Problem to work on
Copy each line below holding "Avenue".

▬▬▬

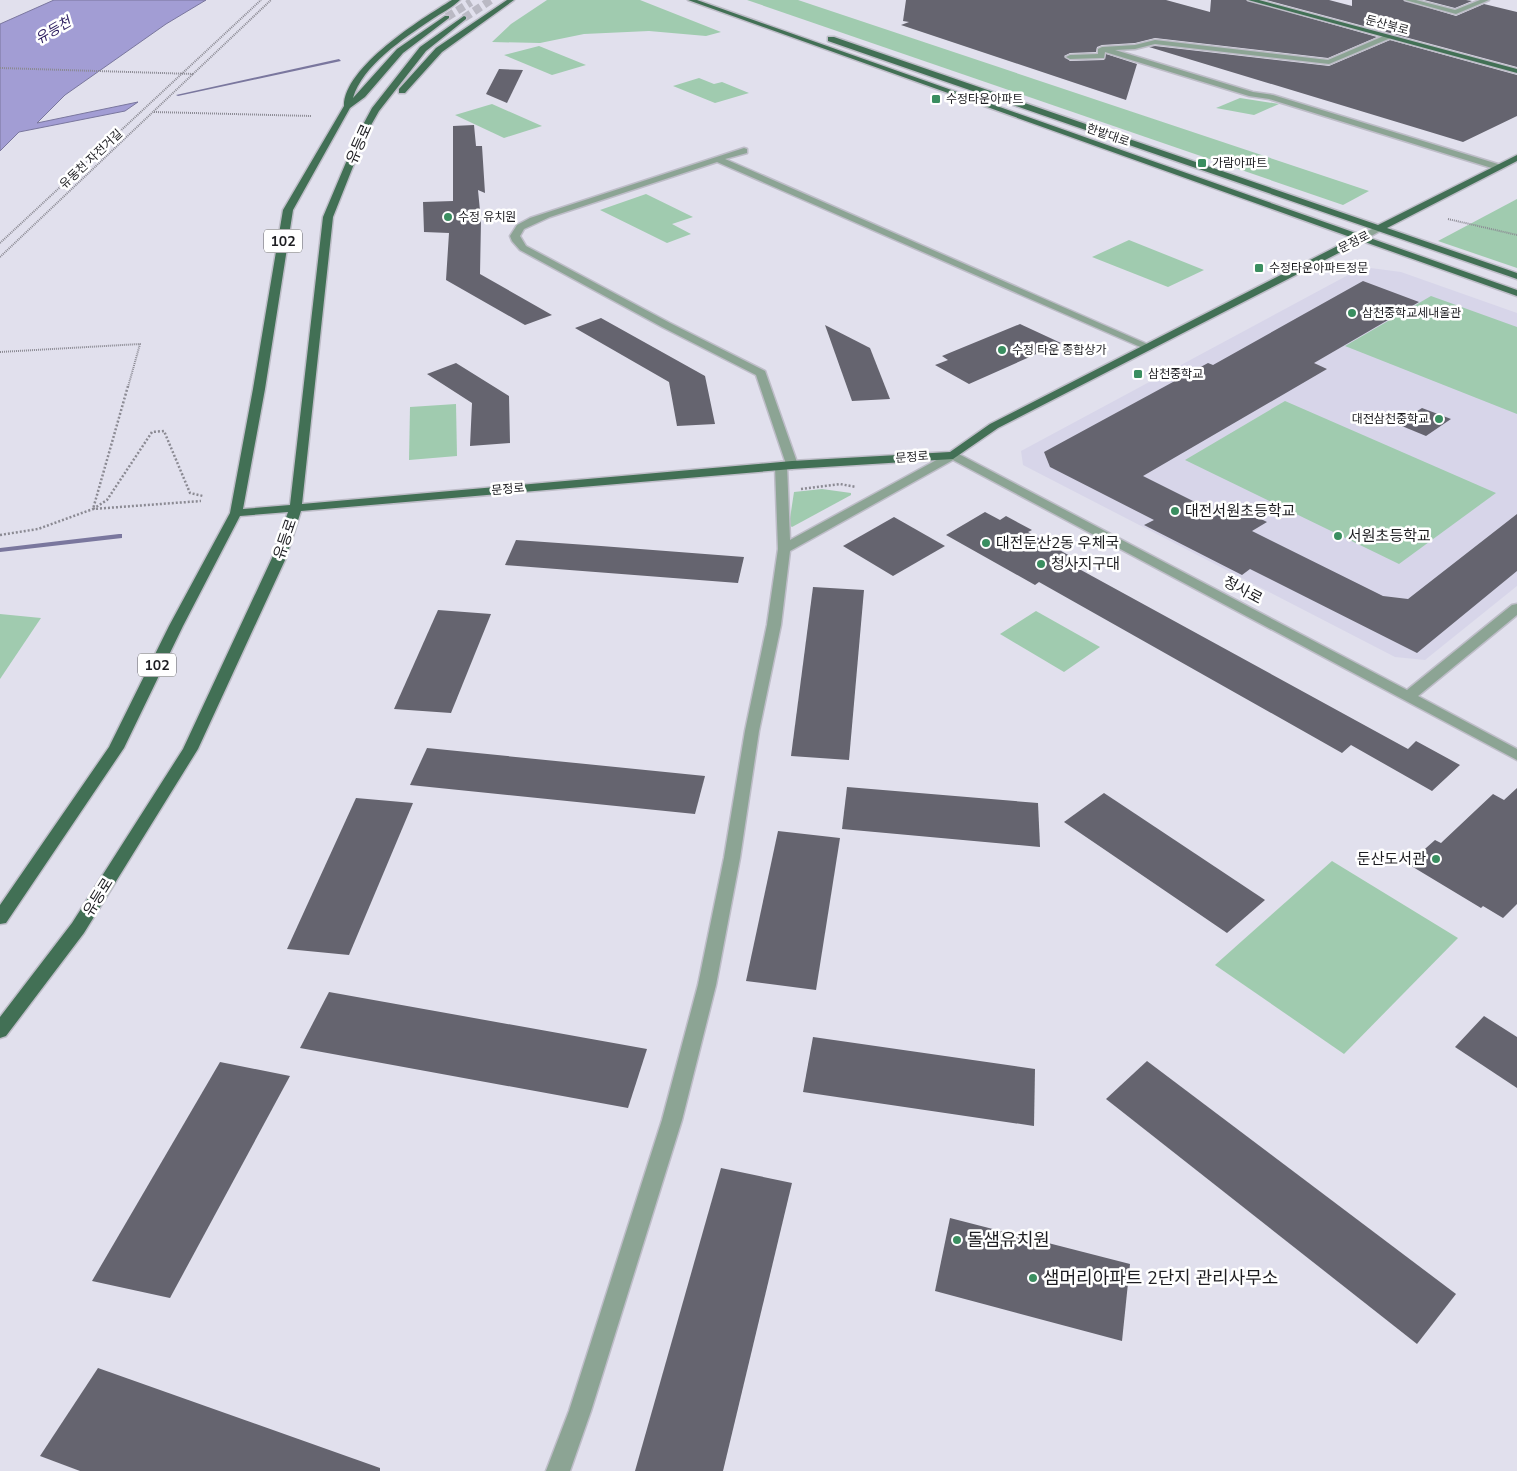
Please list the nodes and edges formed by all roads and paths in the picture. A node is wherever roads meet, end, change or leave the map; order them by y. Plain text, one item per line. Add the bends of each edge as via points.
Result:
1 (261, 0) edge
2 (271, 0) edge
3 (457, 0) edge
4 (511, 0) edge
5 (519, 0) edge
6 (691, 0) edge
7 (1251, 0) edge
8 (1408, 0) edge
9 (1486, 0) edge
10 (493, 12) junction
11 (447, 17) tunnel mouth
12 (464, 18) tunnel mouth
13 (823, 36) dead end
14 (1389, 37) junction
15 (1102, 49) junction
16 (1070, 57) dead end
17 (0, 68) edge
18 (1517, 71) edge
19 (180, 74) junction
20 (194, 74) junction
21 (347, 107) junction
22 (375, 110) junction
23 (154, 112) junction
24 (311, 116) dead end
25 (744, 150) dead end
26 (1517, 158) edge
27 (717, 159) junction
28 (1498, 167) junction
29 (1448, 219) dead end
30 (1379, 228) junction
31 (1517, 235) edge
32 (1361, 238) junction
33 (0, 243) edge
34 (0, 257) edge
35 (1517, 276) edge
36 (1517, 292) edge
37 (1148, 347) junction
38 (0, 352) edge
39 (953, 455) junction
40 (786, 466) junction
41 (859, 488) dead end
42 (795, 489) dead end
43 (203, 496) dead end
44 (201, 501) dead end
45 (296, 506) junction
46 (93, 508) junction
47 (236, 513) junction
48 (0, 534) edge
49 (784, 549) junction
50 (1517, 608) edge
51 (1408, 697) junction
52 (1517, 755) edge
53 (0, 918) edge
54 (0, 1031) edge
55 (558, 1471) edge

1 - 19 path
2 - 20 path, 유동천 자전거길
3 - 21 main road via 384,52 360,77 348,97
4 - 10 main road
5 - 10 main road
6 - 32 main road, 한밭대로
7 - 14 main road, 둔산북로
8 - 9 street via 1456,12
10 - 22 main road via 439,50 395,100
11 - 21 main road, 유등로 via 400,51 362,95
12 - 22 main road, 유등로 via 423,49
13 - 30 main road, 한밭대로
14 - 15 street via 1329,62 1154,42
14 - 18 main road, 둔산북로
15 - 16 street via 1101,56
15 - 28 street
17 - 19 path
19 - 20 path
19 - 33 path
20 - 23 path, 유동천 자전거길
21 - 47 main road, 유등로 / 102 via 288,210
22 - 45 main road, 유등로 / 102 via 328,217
23 - 24 path
23 - 34 path, 유동천 자전거길
25 - 27 street
26 - 28 main road, 문정로
27 - 37 street
27 - 40 street via 547,215 521,227 514,236 523,248 666,326 761,373
28 - 30 main road, 문정로
29 - 31 path
30 - 32 street, 문정로
30 - 35 main road, 한밭대로
32 - 36 main road, 한밭대로
32 - 37 main road, 문정로
37 - 39 main road, 문정로 via 994,426
38 - 46 path via 140,344
39 - 40 main road, 문정로
39 - 49 street
39 - 51 street, 청사로
40 - 45 main road, 문정로
40 - 49 street
41 - 42 path via 840,484
43 - 46 path via 190,493 164,431 152,432 107,500
44 - 46 path
45 - 47 main road, 문정로
45 - 54 main road, 유등로 / 102 via 279,558 190,749 78,928
46 - 48 path via 38,529
47 - 53 main road, 유등로 / 102 via 116,748
49 - 55 street via 774,625 707,986 672,1120
50 - 51 street
51 - 52 street, 청사로

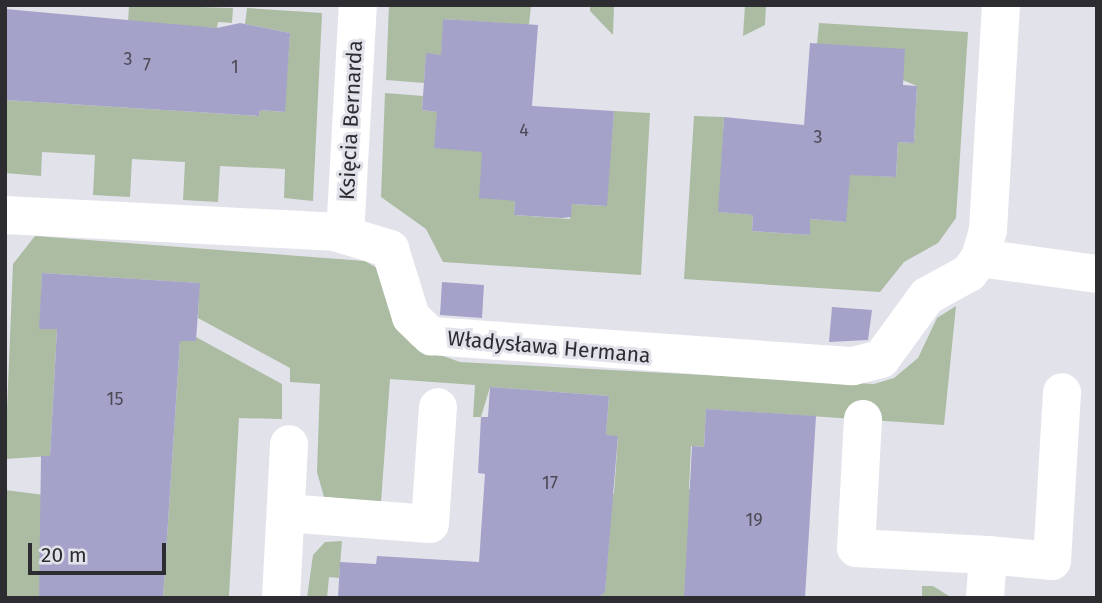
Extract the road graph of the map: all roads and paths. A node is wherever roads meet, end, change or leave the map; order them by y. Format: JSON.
{"nodes":[{"id":1,"x":358,"y":5,"type":"edge"},
{"id":2,"x":1001,"y":5,"type":"edge"},
{"id":3,"x":5,"y":215,"type":"edge"},
{"id":4,"x":345,"y":235,"type":"junction"},
{"id":5,"x":980,"y":258,"type":"junction"},
{"id":6,"x":1097,"y":274,"type":"edge"},
{"id":7,"x":1062,"y":392,"type":"dead end"},
{"id":8,"x":438,"y":407,"type":"dead end"},
{"id":9,"x":863,"y":419,"type":"dead end"},
{"id":10,"x":289,"y":444,"type":"dead end"},
{"id":11,"x":286,"y":513,"type":"junction"},
{"id":12,"x":988,"y":555,"type":"junction"},
{"id":13,"x":281,"y":598,"type":"edge"},
{"id":14,"x":985,"y":598,"type":"edge"}],
"edges":[{"from":1,"to":4,"type":"street","name":"Księcia Bernarda"},
{"from":2,"to":5,"type":"street"},
{"from":3,"to":4,"type":"street","name":"Władysława Hermana"},
{"from":4,"to":5,"type":"street","name":"Władysława Hermana"},
{"from":5,"to":6,"type":"street"},
{"from":7,"to":12,"type":"street"},
{"from":8,"to":11,"type":"street"},
{"from":9,"to":12,"type":"street"},
{"from":10,"to":11,"type":"street"},
{"from":11,"to":13,"type":"street"},
{"from":12,"to":14,"type":"street"}]}
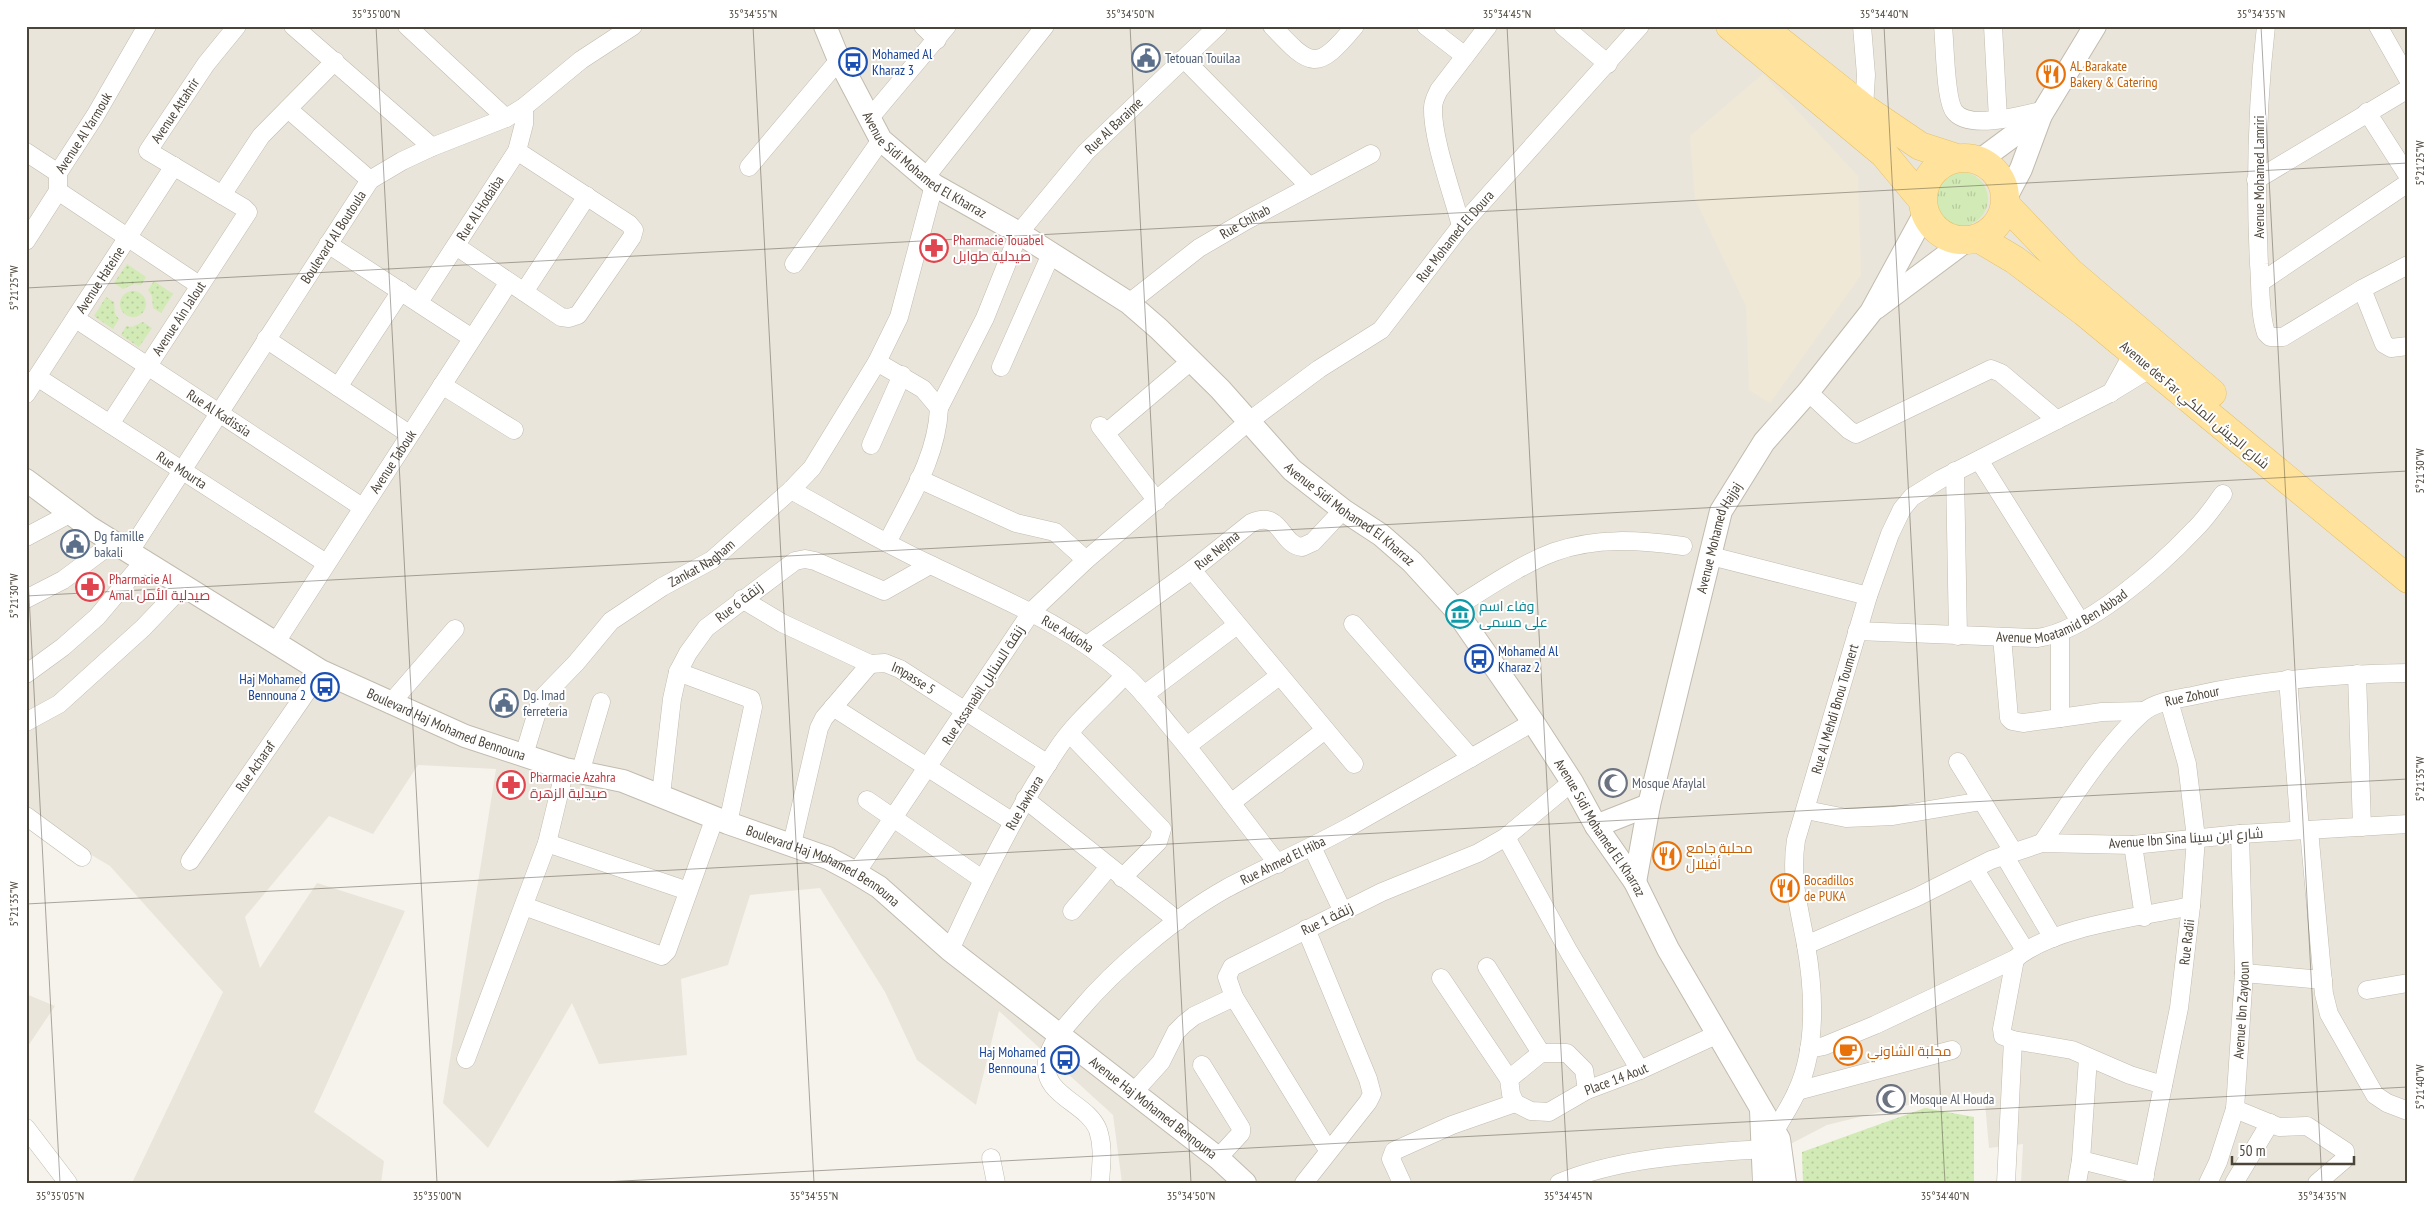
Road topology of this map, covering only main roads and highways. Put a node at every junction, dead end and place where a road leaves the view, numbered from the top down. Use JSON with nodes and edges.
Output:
{"nodes":[{"id":1,"x":1730,"y":26,"type":"edge"},
{"id":2,"x":1761,"y":26,"type":"edge"},
{"id":3,"x":1968,"y":160,"type":"junction"},
{"id":4,"x":2005,"y":202,"type":"junction"},
{"id":5,"x":1924,"y":207,"type":"junction"},
{"id":6,"x":1972,"y":239,"type":"junction"},
{"id":7,"x":2408,"y":556,"type":"edge"},
{"id":8,"x":2408,"y":579,"type":"edge"}],
"edges":[{"from":1,"to":5,"type":"main road"},
{"from":2,"to":3,"type":"main road"},
{"from":3,"to":4,"type":"main road"},
{"from":3,"to":5,"type":"main road"},
{"from":4,"to":6,"type":"main road"},
{"from":4,"to":7,"type":"main road","name":"Avenue des Far شارع الجيش الملكي"},
{"from":5,"to":6,"type":"main road"},
{"from":6,"to":8,"type":"main road","name":"Avenue des Far شارع الجيش الملكي"}]}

▬▬▬

Response to this task
{"from":4,"to":7,"type":"main road","name":"Avenue des Far شارع الجيش الملكي"},
{"from":6,"to":8,"type":"main road","name":"Avenue des Far شارع الجيش الملكي"}]}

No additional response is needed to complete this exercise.